The Transformation of the Quantity Surveyor – In the last decade there have been dramatic changes in procurement and practice within the Caribbean construction industry.  These changes have been driven by major clients both within the public and private sectors and have demanded cultural change and the implementation of best practice.  Quantity Surveyors have been at the forefront of these changes representing both the client and contractors.  Indeed, recent years have seen quantity surveyors become the key advisers on construction and development strategy; and they continue to re-invent themselves to remain at the head of the design team.

Quantity Surveying is on a roll – a big hitter in virtually every aspect of construction management and strategic property consultancy.  But this was not always the case: the profession has had to work hard over the last 30 years to achieve the elevated status that it now enjoys.  So what caused this rise in the profile and importance of the profession?

Traditionally, QSs were mostly involved with the measuring and valuing of construction work being carried out under a building contract.   They were handed the architect’s drawings, advised on likely costs, drew up tender documents itemising the work to be carried out, helped to let the construction contracts, valued works as it proceeded and prepared final accounts.

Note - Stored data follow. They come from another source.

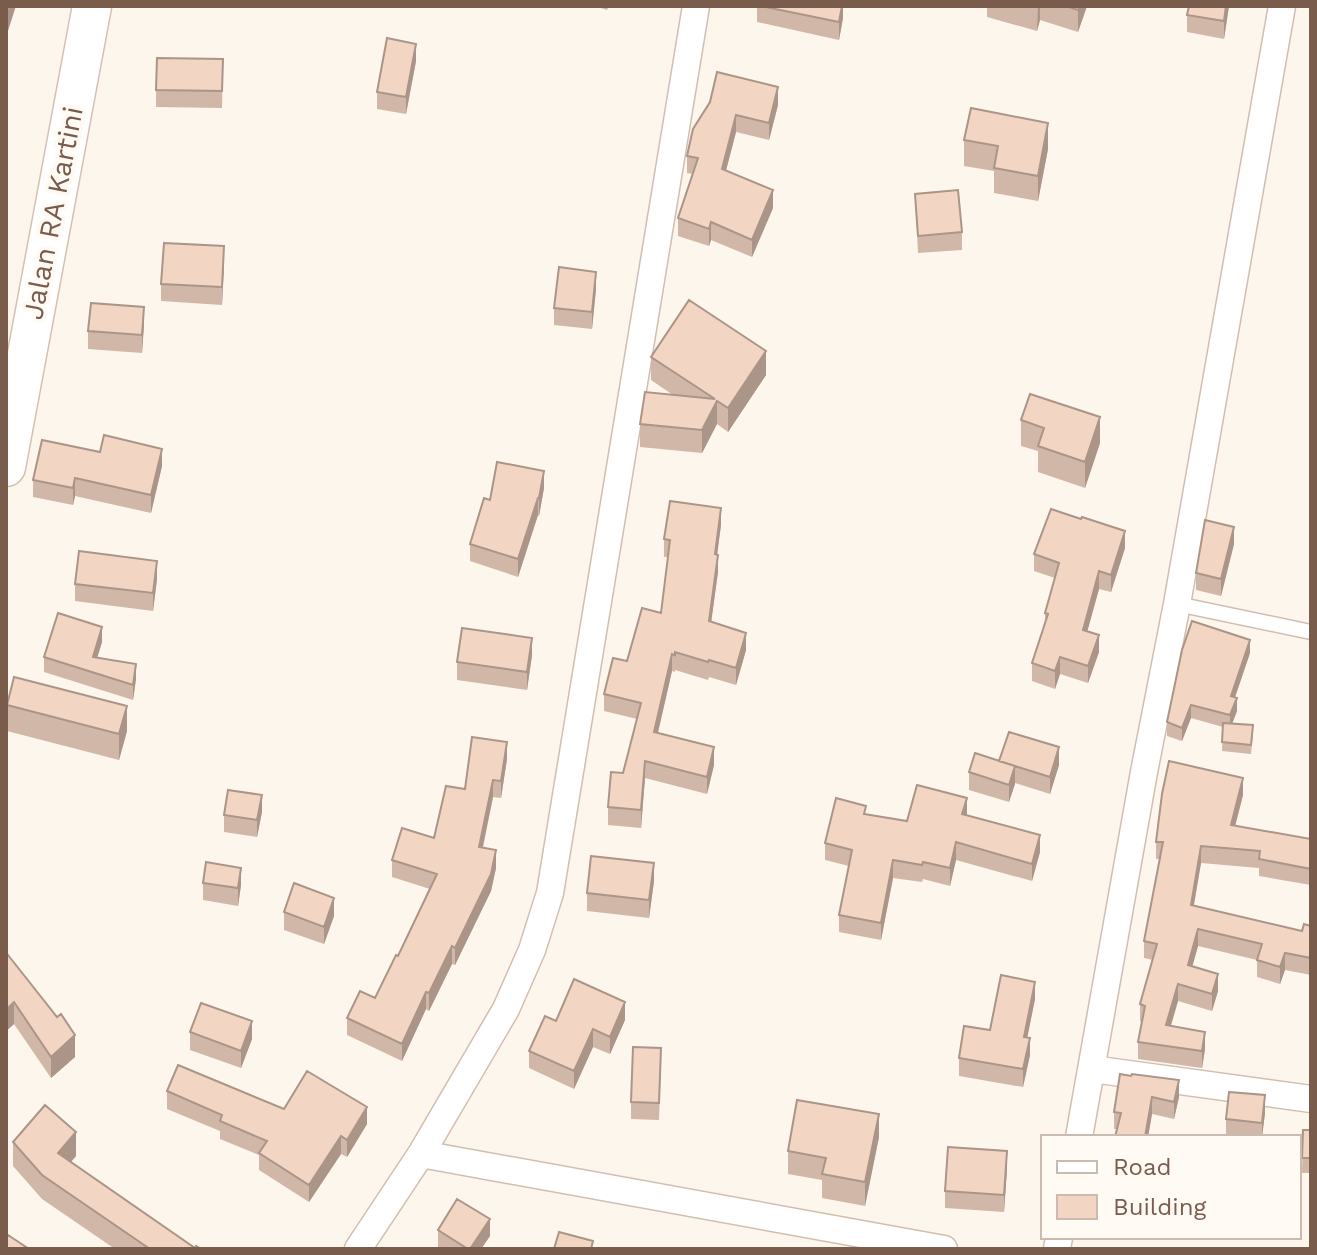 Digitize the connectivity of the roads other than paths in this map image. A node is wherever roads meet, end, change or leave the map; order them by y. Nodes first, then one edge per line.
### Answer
1 (92, 6) edge
2 (696, 6) edge
3 (1282, 6) edge
4 (6, 467) edge
5 (1177, 604) junction
6 (1311, 632) edge
7 (1092, 1069) junction
8 (1311, 1099) edge
9 (1079, 1135) edge
10 (421, 1154) junction
11 (358, 1249) edge
12 (944, 1249) edge

1 - 4 main road, Jalan RA Kartini
2 - 10 street
3 - 5 street
5 - 6 lane
5 - 7 street
7 - 8 street
7 - 9 street
10 - 11 street
10 - 12 street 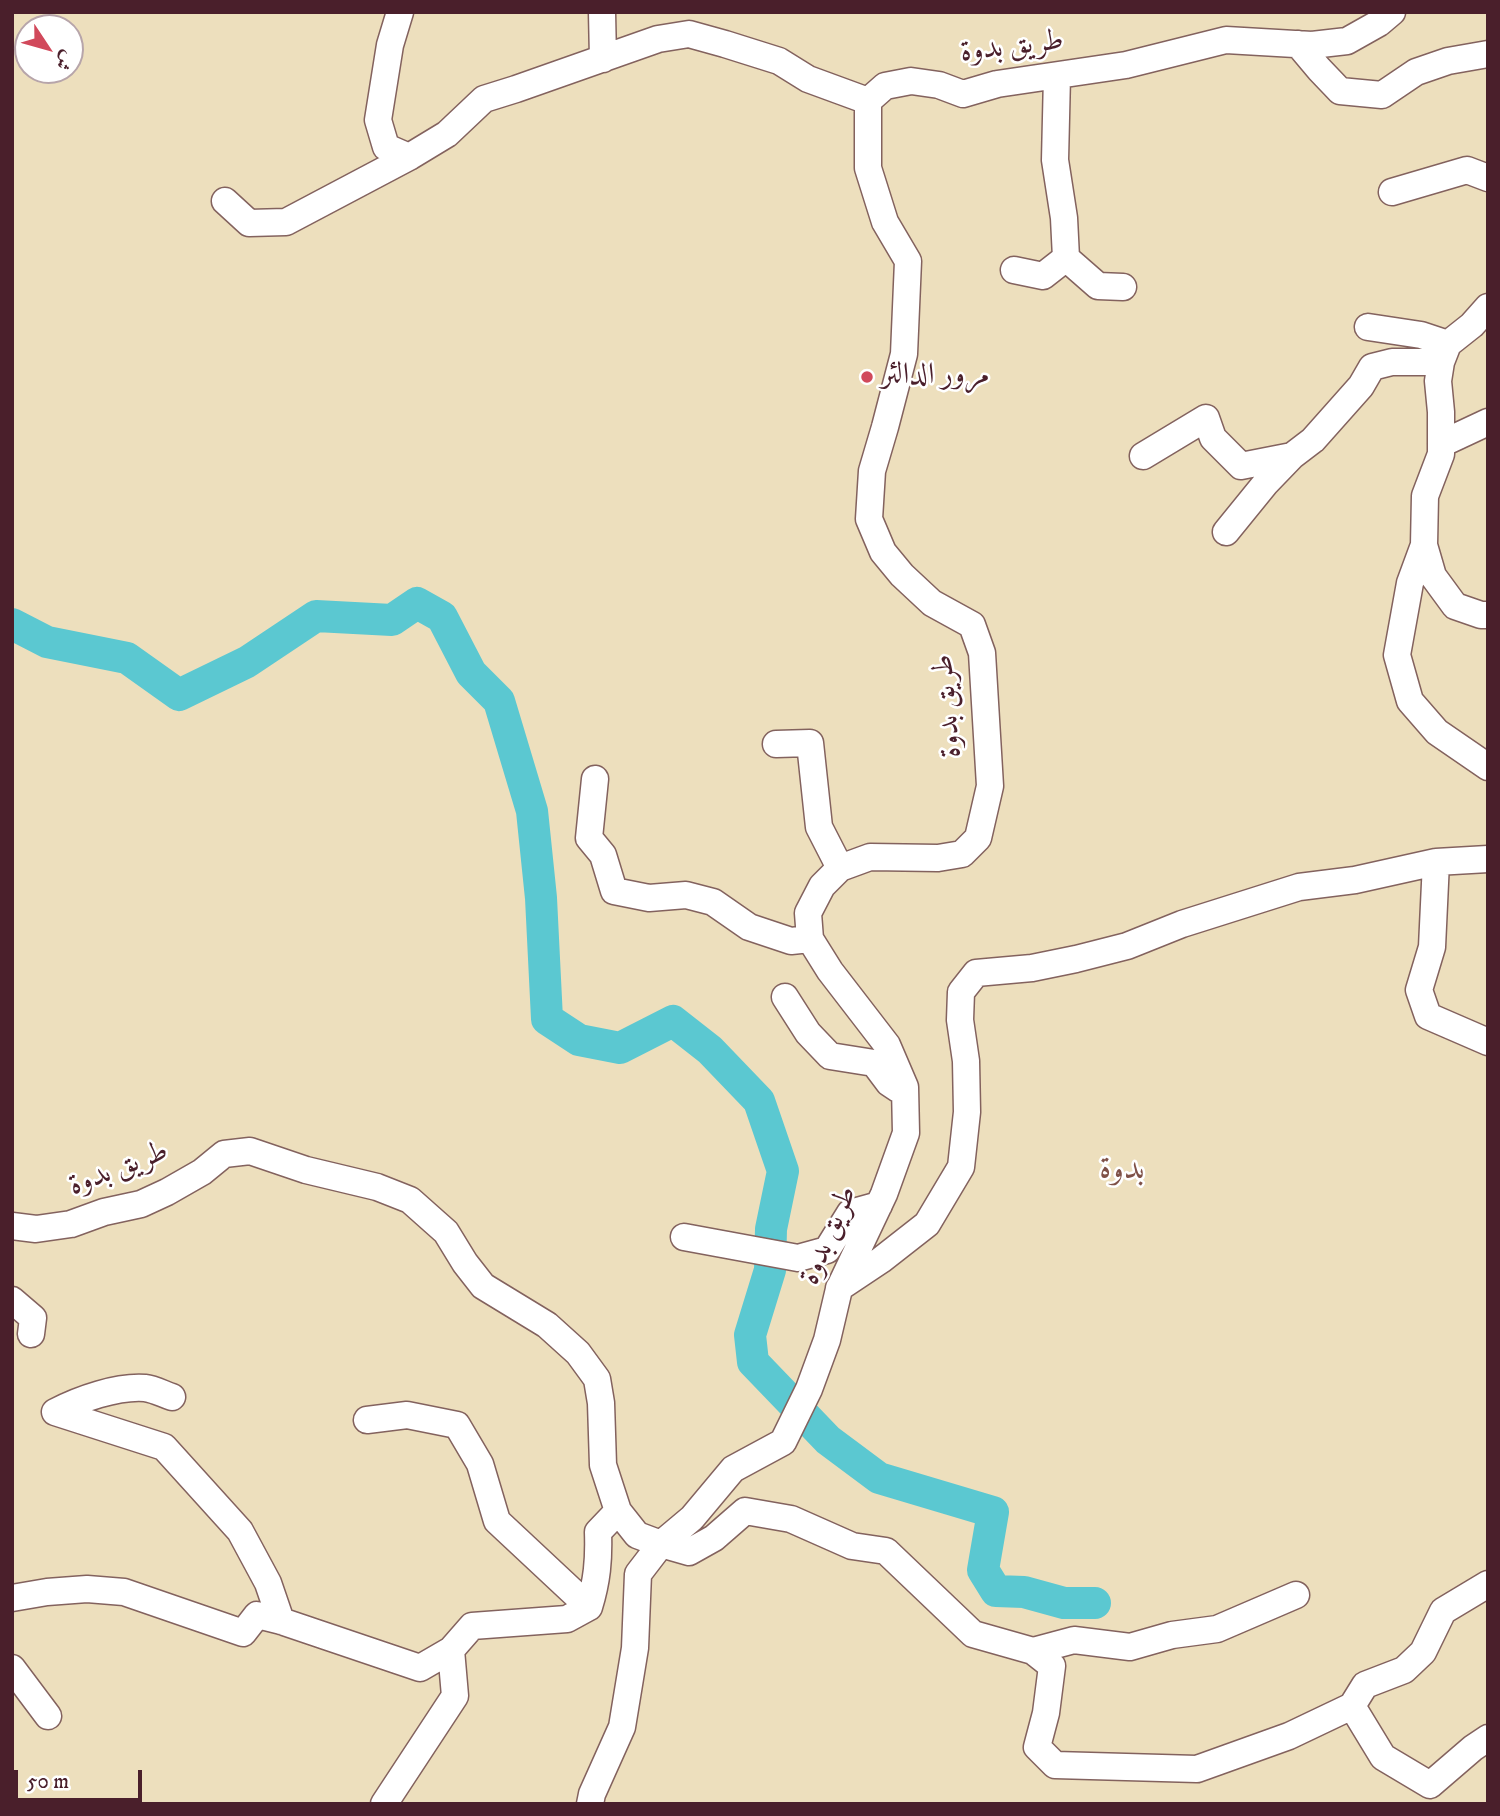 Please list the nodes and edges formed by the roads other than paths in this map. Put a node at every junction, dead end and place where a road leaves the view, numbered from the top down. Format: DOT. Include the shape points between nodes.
graph roads {
  1 [pos="400,12"];
  2 [pos="602,12"];
  3 [pos="1392,12"];
  4 [pos="1298,44"];
  5 [pos="1488,54"];
  6 [pos="603,59"];
  7 [pos="1057,76"];
  8 [pos="868,101"];
  9 [pos="409,157"];
  10 [pos="1488,178"];
  11 [pos="1392,192"];
  12 [pos="225,201"];
  13 [pos="1066,258"];
  14 [pos="1014,270"];
  15 [pos="1123,287"];
  16 [pos="1488,307"];
  17 [pos="1368,327"];
  18 [pos="1445,353"];
  19 [pos="1488,422"];
  20 [pos="1441,444"];
  21 [pos="1143,456"];
  22 [pos="1292,456"];
  23 [pos="1226,531"];
  24 [pos="1424,545"];
  25 [pos="1488,615"];
  26 [pos="776,744"];
  27 [pos="1488,767"];
  28 [pos="595,779"];
  29 [pos="1488,859"];
  30 [pos="1436,863"];
  31 [pos="840,868"];
  32 [pos="810,939"];
  33 [pos="785,997"];
  34 [pos="1488,1042"];
  35 [pos="905,1094"];
  36 [pos="879,1205"];
  37 [pos="12,1226"];
  38 [pos="684,1237"];
  39 [pos="839,1289"];
  40 [pos="12,1300"];
  41 [pos="31,1334"];
  42 [pos="172,1397"];
  43 [pos="367,1420"];
  44 [pos="618,1511"];
  45 [pos="661,1544"];
  46 [pos="1488,1584"];
  47 [pos="1296,1595"];
  48 [pos="12,1598"];
  49 [pos="589,1607"];
  50 [pos="281,1621"];
  51 [pos="451,1650"];
  52 [pos="1033,1651"];
  53 [pos="12,1668"];
  54 [pos="1352,1706"];
  55 [pos="48,1717"];
  56 [pos="1488,1738"];
  57 [pos="384,1804"];
  58 [pos="590,1804"];
  1 -- 9 [label="street" via="378,120 386,147"];
  2 -- 6 [label="street"];
  3 -- 4 [label="street, طريق بدوة" via="1347,41"];
  4 -- 5 [label="street" via="1340,90 1382,95 1416,72"];
  4 -- 7 [label="street, طريق بدوة" via="1226,40 1126,65"];
  6 -- 8 [label="street" via="658,39 689,34 779,61 808,79"];
  6 -- 9 [label="street" via="484,99 447,134"];
  7 -- 8 [label="street, طريق بدوة" via="963,94 911,81 885,86"];
  7 -- 13 [label="street" via="1055,160"];
  8 -- 31 [label="street, طريق بدوة" via="868,168 885,222 908,261 904,354 872,471 869,519 883,552 902,575 932,603 972,625 982,653 990,786 978,838 962,854 870,857"];
  9 -- 12 [label="street" via="286,222 249,223"];
  10 -- 11 [label="street" via="1468,170"];
  13 -- 14 [label="street" via="1043,276"];
  13 -- 15 [label="street" via="1098,286"];
  16 -- 18 [label="street"];
  17 -- 18 [label="street" via="1421,335"];
  18 -- 20 [label="street" via="1438,381"];
  18 -- 22 [label="street" via="1372,368 1313,440"];
  19 -- 20 [label="street"];
  20 -- 24 [label="street" via="1425,496"];
  21 -- 22 [label="street" via="1206,418 1213,438 1241,466"];
  22 -- 23 [label="street"];
  24 -- 25 [label="street" via="1433,576 1455,606"];
  24 -- 27 [label="street" via="1410,583 1397,656 1410,701 1437,732"];
  26 -- 31 [label="street" via="810,743 819,827"];
  28 -- 32 [label="street" via="589,838 604,855 614,891 649,898 686,895 713,902 749,927 791,941"];
  29 -- 30 [label="street"];
  30 -- 34 [label="street" via="1432,947 1419,990 1428,1016"];
  30 -- 39 [label="street" via="1300,887 1076,959 976,972 961,992 967,1112 961,1167 927,1224"];
  31 -- 32 [label="street" via="822,886 808,913"];
  32 -- 35 [label="street, طريق بدوة" via="887,1045"];
  33 -- 35 [label="street" via="830,1056 874,1063 889,1083"];
  35 -- 36 [label="street, طريق بدوة" via="906,1133"];
  36 -- 38 [label="street" via="850,1213 827,1250 798,1258"];
  36 -- 39 [label="street, طريق بدوة"];
  37 -- 44 [label="street, طريق بدوة" via="36,1229 71,1224 141,1204 202,1172 224,1154 250,1151 410,1200 446,1232 483,1286 547,1325 578,1353 597,1379 603,1465"];
  39 -- 45 [label="street, طريق بدوة" via="827,1340 783,1442 733,1469 692,1518"];
  40 -- 41 [label="street" via="33,1318"];
  42 -- 50 [label="street" via="148,1388 127,1388 76,1401 55,1412 164,1447 240,1531 268,1584"];
  43 -- 49 [label="street" via="407,1415 457,1425 480,1464 497,1521"];
  44 -- 45 [label="street, طريق بدوة" via="637,1535"];
  44 -- 49 [label="street" via="598,1532 596,1585"];
  45 -- 52 [label="street" via="690,1552 745,1511 790,1519 852,1546 886,1550 973,1634"];
  45 -- 58 [label="street, طريق بدوة" via="638,1574 635,1648 622,1727"];
  46 -- 54 [label="street" via="1443,1611 1423,1652 1404,1670 1365,1685"];
  47 -- 52 [label="street" via="1217,1629 1171,1634 1130,1647 1074,1640"];
  48 -- 50 [label="street" via="87,1589 124,1592 243,1633 257,1615"];
  49 -- 51 [label="street" via="567,1619 472,1626"];
  50 -- 51 [label="street" via="420,1668"];
  51 -- 57 [label="street" via="455,1696"];
  52 -- 54 [label="street" via="1052,1666 1037,1747 1055,1765 1197,1769 1289,1736"];
  53 -- 55 [label="street"];
  54 -- 56 [label="street" via="1383,1757 1430,1785"];
}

Two huge changes came about that shook up the profession – QS firms found themselves facing severe fee competition and their clients began looking for new ways of managing contracts. However, quantity surveying firms set out to address these changes using a very pro-active approach, most importantly, they began to expand the range of services that they offered to clients.

At first this meant developing project management services, followed by the provision of development appraisals, lifecycle costing, risk and facilities management and health or safety.  This led to a more collaborative approach to construction and an end to the traditional method of treating the contract sum as a starting-point and then squeezing additional money out during construction.

At the same time, clients were looking for designs that already reflected the limits of the budget, rather than waiting for the QS to identify likely cost overruns.  The result was that the QS stepped forward, and today provides complex, solution-based services on a scale that few could have imagined.

Although QSs do still provide traditional services, this is now on a global level, and today they service new industries and offer a wider range of services to a wider spread of clients.  This is opening up new commercial possibilities for QSs, whether working for companies, client groups, contractors or other advisory and consulting firms.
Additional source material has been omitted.